The U.S. Cybersecurity and Infrastructure Security Agency (CISA) has sounded the alarm over three critical vulnerabilities discovered in ControlID’s iDSecure On-premises software, a widely deployed global access management platform used in commercial and critical infrastructure sectors. The urgent advisory, identified as ICSA-25-175-05, warns that these security flaws could enable threat actors to bypass authentication mechanisms, pivot deeper into internal networks, and potentially exfiltrate sensitive data.
Trio of Critical Flaws Unveiled
According to the CISA advisory, the vulnerabilities—improper authentication (CVE-2025-49851), server-side request forgery (SSRF, CVE-2025-49852), and SQL injection (CVE-2025-49853)—carry a maximum CVSS v4 score of 9.3, indicating a critical risk level. The affected versions of ControlID iDSecure On-premises software include 4.7.48.0 and earlier, with no evidence that cloud-based deployments are impacted.
Attack Vectors and Potential Impact
Cybersecurity researchers have outlined the following attack scenarios:
- Improper authentication allows attackers to bypass login mechanisms and gain unauthorized access to restricted functions or data.
- SSRF enables threat actors to make arbitrary requests from the vulnerable server, potentially pivoting deeper into internal networks or enumerating internal resources.

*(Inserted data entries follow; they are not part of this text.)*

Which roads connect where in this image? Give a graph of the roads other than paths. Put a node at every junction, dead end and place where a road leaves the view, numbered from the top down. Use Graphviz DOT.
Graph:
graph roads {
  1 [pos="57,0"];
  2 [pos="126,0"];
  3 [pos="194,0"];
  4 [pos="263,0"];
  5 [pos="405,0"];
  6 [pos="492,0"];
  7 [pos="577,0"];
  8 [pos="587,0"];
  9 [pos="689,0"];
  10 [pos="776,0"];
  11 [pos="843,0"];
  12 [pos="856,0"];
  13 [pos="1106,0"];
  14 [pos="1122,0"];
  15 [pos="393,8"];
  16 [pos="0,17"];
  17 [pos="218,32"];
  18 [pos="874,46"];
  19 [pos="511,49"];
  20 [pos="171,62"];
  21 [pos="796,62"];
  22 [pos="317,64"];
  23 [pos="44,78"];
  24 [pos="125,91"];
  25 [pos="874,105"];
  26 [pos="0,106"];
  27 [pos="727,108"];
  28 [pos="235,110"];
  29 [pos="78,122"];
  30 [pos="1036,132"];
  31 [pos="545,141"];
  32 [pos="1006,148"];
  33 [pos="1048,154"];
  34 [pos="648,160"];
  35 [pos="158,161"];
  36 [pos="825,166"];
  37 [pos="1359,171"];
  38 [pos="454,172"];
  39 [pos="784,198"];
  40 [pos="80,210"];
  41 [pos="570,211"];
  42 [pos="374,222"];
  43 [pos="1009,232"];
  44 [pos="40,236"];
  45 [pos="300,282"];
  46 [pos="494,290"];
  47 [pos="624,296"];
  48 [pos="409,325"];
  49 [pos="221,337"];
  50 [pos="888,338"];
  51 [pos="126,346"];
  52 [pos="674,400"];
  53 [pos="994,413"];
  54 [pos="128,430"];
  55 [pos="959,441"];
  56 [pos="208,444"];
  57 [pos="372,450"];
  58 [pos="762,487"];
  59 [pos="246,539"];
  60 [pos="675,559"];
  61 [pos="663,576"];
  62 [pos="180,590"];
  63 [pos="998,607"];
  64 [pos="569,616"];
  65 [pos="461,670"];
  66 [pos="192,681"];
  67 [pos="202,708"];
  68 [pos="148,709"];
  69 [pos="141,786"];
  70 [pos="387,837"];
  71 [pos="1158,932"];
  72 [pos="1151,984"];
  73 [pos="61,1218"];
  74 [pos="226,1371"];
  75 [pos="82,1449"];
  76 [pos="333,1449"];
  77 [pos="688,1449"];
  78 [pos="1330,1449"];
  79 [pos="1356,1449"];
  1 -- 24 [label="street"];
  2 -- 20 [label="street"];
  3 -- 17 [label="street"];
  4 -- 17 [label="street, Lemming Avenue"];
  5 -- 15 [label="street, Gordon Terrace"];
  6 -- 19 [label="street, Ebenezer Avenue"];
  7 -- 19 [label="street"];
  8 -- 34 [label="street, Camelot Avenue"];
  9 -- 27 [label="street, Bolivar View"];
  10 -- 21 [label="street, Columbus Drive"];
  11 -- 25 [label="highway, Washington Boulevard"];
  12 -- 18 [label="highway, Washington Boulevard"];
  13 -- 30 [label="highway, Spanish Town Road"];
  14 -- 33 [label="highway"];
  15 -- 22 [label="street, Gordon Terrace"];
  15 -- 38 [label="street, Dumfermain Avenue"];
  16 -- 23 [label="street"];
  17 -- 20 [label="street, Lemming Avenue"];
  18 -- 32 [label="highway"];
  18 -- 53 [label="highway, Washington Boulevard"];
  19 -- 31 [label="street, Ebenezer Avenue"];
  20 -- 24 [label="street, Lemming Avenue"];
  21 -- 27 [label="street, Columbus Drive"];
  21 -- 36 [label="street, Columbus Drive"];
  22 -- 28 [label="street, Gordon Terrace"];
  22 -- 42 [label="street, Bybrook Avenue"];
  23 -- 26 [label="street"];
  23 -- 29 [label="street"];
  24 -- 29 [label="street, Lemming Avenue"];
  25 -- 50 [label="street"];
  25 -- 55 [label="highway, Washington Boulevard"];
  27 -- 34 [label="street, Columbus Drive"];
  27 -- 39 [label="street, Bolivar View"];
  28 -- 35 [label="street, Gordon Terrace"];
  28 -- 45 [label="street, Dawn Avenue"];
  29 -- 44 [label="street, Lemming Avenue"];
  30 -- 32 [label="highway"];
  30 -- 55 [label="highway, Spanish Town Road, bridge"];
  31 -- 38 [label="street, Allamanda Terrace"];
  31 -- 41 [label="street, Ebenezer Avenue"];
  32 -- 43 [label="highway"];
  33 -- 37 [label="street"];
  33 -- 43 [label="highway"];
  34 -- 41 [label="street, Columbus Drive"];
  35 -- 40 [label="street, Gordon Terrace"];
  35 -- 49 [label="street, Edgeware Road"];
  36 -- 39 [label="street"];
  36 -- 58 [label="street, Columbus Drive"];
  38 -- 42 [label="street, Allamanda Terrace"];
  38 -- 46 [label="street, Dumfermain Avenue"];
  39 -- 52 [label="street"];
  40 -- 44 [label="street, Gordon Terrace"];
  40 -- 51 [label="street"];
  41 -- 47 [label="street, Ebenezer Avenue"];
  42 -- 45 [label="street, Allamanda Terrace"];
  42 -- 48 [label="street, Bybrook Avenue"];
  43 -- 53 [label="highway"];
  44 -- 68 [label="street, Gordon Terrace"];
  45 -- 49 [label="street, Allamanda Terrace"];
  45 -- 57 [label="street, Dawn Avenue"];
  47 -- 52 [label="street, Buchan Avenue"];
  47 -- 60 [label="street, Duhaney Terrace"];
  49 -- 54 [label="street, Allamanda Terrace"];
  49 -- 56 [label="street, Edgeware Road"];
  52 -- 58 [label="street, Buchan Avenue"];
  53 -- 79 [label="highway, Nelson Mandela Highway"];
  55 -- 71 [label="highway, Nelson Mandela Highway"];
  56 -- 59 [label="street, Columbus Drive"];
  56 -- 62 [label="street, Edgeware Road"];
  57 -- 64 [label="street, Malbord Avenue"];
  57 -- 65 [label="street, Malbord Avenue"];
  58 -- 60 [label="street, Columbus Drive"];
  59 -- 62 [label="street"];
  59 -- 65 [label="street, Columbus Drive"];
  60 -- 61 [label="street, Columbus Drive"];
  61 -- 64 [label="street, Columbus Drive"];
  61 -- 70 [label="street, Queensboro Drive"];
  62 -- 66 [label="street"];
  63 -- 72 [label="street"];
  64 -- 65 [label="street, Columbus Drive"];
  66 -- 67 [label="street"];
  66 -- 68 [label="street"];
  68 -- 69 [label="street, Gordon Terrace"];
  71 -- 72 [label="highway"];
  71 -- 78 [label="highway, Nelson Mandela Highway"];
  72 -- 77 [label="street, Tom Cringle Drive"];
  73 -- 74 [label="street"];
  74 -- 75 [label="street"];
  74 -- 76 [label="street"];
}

- SQL injection could let attackers execute malicious queries against the backend database—altering logs, modifying permissions, or exfiltrating sensitive information such as audit logs or user lists.
Source: Pexels Image
Mitigation and Remediation Steps
Windows administrators and cybersecurity teams responsible for managing ControlID iDSecure On-premises deployments are urged to take immediate action to mitigate these critical vulnerabilities. CISA recommends applying the vendor-provided security updates or implementing appropriate workarounds until patches can be deployed. Additionally, organizations should review their access control policies, monitor for suspicious activity, and ensure that robust incident response plans are in place.
Industry-Wide Implications
The discovery of these critical flaws in ControlID’s widely used access management platform underscores the importance of continuous vulnerability assessment and prompt patching cycles. As threat actors increasingly target software supply chains and common security frameworks, organizations must remain vigilant in identifying and addressing potential weaknesses before they can be exploited. The ControlID iDSecure vulnerabilities serve as a stark reminder that even trusted security solutions can introduce significant risks if left unpatched or improperly configured.